◆ **Records**

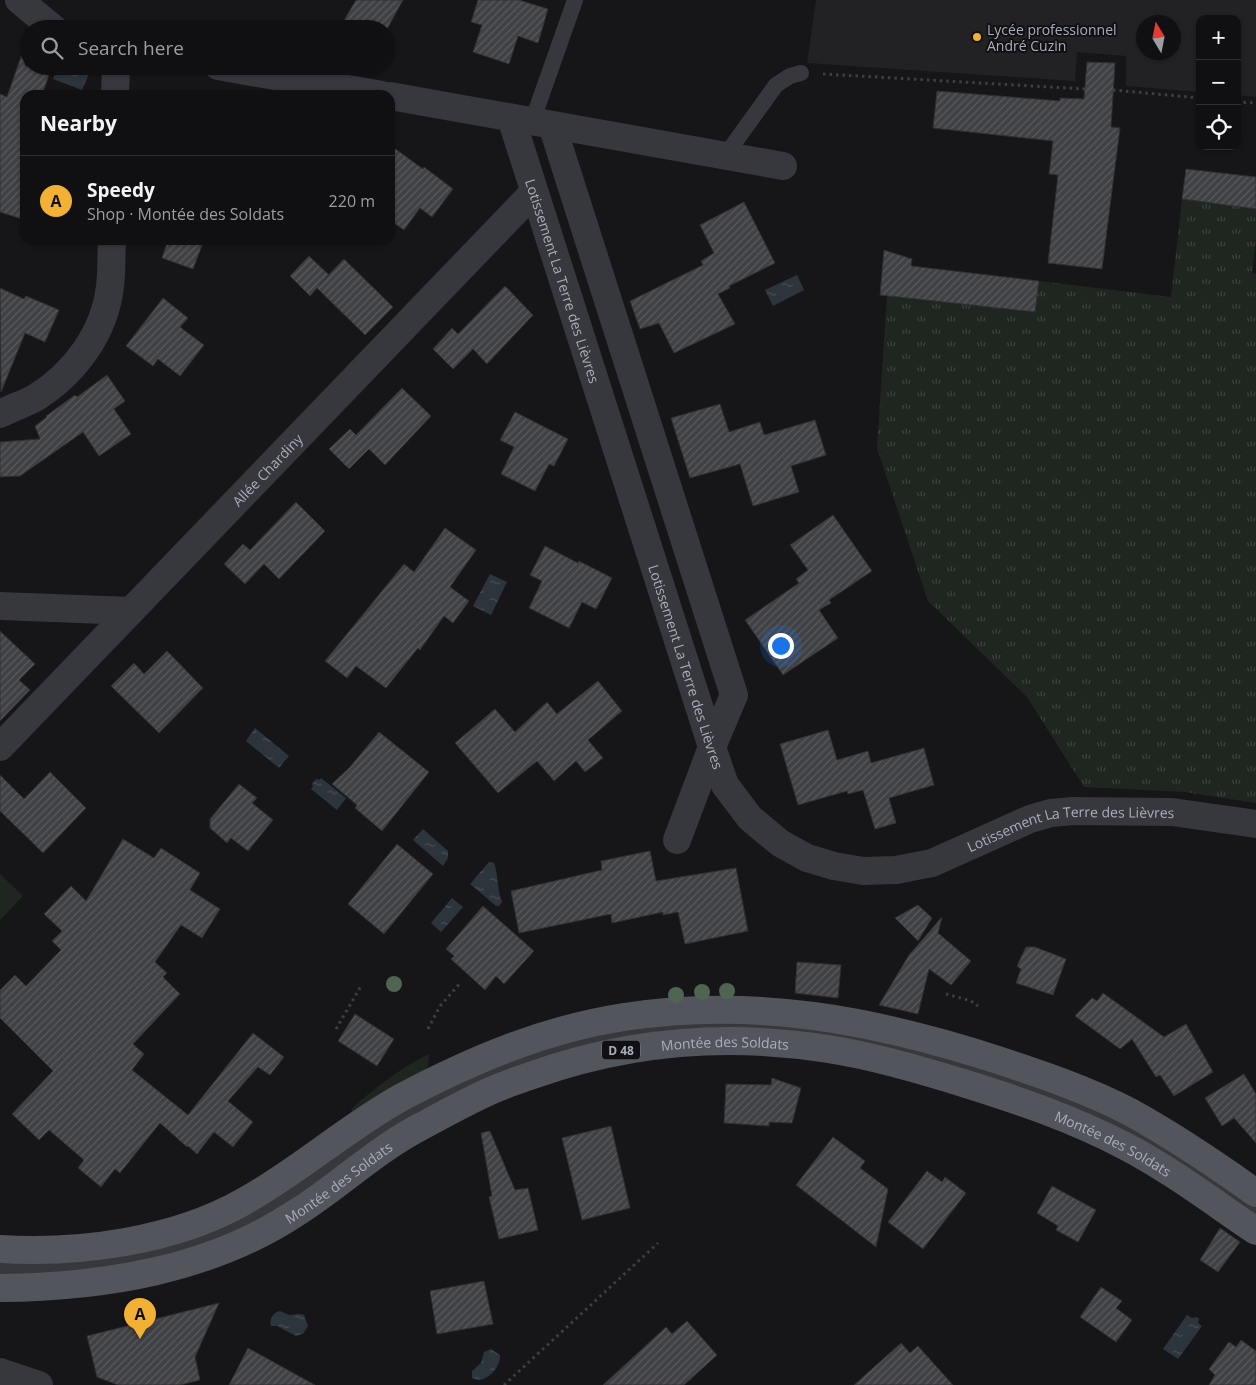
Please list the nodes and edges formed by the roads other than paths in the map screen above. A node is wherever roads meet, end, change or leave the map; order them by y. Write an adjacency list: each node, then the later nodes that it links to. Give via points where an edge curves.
1 (19, 0): 3 (street)
2 (575, 0): 10 (lane)
3 (43, 20)
4 (801, 74): 11 (lane, via 790,76 776,85)
5 (116, 75): 7 (street)
6 (269, 75): 8 (street)
7 (115, 90)
8 (354, 90)
9 (395, 97): 10 (street)
10 (532, 122): 11 (street); 13 (street, Lotissement La Terre des Lièvres); 19 (street, via 734,694)
11 (725, 156): 12 (street)
12 (783, 166)
13 (534, 192): 17 (street, Allée Chardiny); 19 (street, Lotissement La Terre des Lièvres)
14 (112, 245): 15 (street, via 110,287 101,323 85,354 35,398)
15 (0, 414)
16 (0, 606): 17 (street)
17 (130, 611): 18 (street, Allée Chardiny)
18 (0, 747)
19 (712, 748): 20 (street, Lotissement La Terre des Lièvres, via 725,785 750,818 780,843 807,858 863,871 896,870 932,863 1050,812 1172,812); 21 (street)
20 (1256, 824)
21 (677, 840)
22 (1252, 1184): 25 (main road, D 48, via 1129,1112 1071,1085 956,1047 876,1026 815,1015 684,1009 585,1025 519,1043 463,1067 360,1122 246,1200 192,1225 105,1245 59,1251)
23 (1256, 1211): 26 (lane, via 1136,1132 1072,1101 1026,1084 921,1052 857,1037 769,1026 704,1024 633,1030 596,1037 483,1076 372,1134 288,1196 214,1236 106,1264 54,1270)
24 (1256, 1231): 27 (main road, Montée des Soldats / D 48, via 1128,1147 1066,1117 1020,1100 917,1069 827,1048 704,1040 601,1054 490,1091 390,1144 299,1212 229,1249 107,1281)
25 (0, 1249)
26 (0, 1271)
27 (0, 1288)
28 (0, 1372): 29 (street)
29 (39, 1385)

◆ **Exercise**
When copying the listing, skip the pictures and keep each line exactly as written.

◆ **Written solution**
Please list the nodes and edges formed by the roads other than paths in the map screen above. A node is wherever roads meet, end, change or leave the map; order them by y. Write an adjacency list: each node, then the later nodes that it links to. Give via points where an edge curves.
1 (19, 0): 3 (street)
2 (575, 0): 10 (lane)
3 (43, 20)
4 (801, 74): 11 (lane, via 790,76 776,85)
5 (116, 75): 7 (street)
6 (269, 75): 8 (street)
7 (115, 90)
8 (354, 90)
9 (395, 97): 10 (street)
10 (532, 122): 11 (street); 13 (street, Lotissement La Terre des Lièvres); 19 (street, via 734,694)
11 (725, 156): 12 (street)
12 (783, 166)
13 (534, 192): 17 (street, Allée Chardiny); 19 (street, Lotissement La Terre des Lièvres)
14 (112, 245): 15 (street, via 110,287 101,323 85,354 35,398)
15 (0, 414)
16 (0, 606): 17 (street)
17 (130, 611): 18 (street, Allée Chardiny)
18 (0, 747)
19 (712, 748): 20 (street, Lotissement La Terre des Lièvres, via 725,785 750,818 780,843 807,858 863,871 896,870 932,863 1050,812 1172,812); 21 (street)
20 (1256, 824)
21 (677, 840)
22 (1252, 1184): 25 (main road, D 48, via 1129,1112 1071,1085 956,1047 876,1026 815,1015 684,1009 585,1025 519,1043 463,1067 360,1122 246,1200 192,1225 105,1245 59,1251)
23 (1256, 1211): 26 (lane, via 1136,1132 1072,1101 1026,1084 921,1052 857,1037 769,1026 704,1024 633,1030 596,1037 483,1076 372,1134 288,1196 214,1236 106,1264 54,1270)
24 (1256, 1231): 27 (main road, Montée des Soldats / D 48, via 1128,1147 1066,1117 1020,1100 917,1069 827,1048 704,1040 601,1054 490,1091 390,1144 299,1212 229,1249 107,1281)
25 (0, 1249)
26 (0, 1271)
27 (0, 1288)
28 (0, 1372): 29 (street)
29 (39, 1385)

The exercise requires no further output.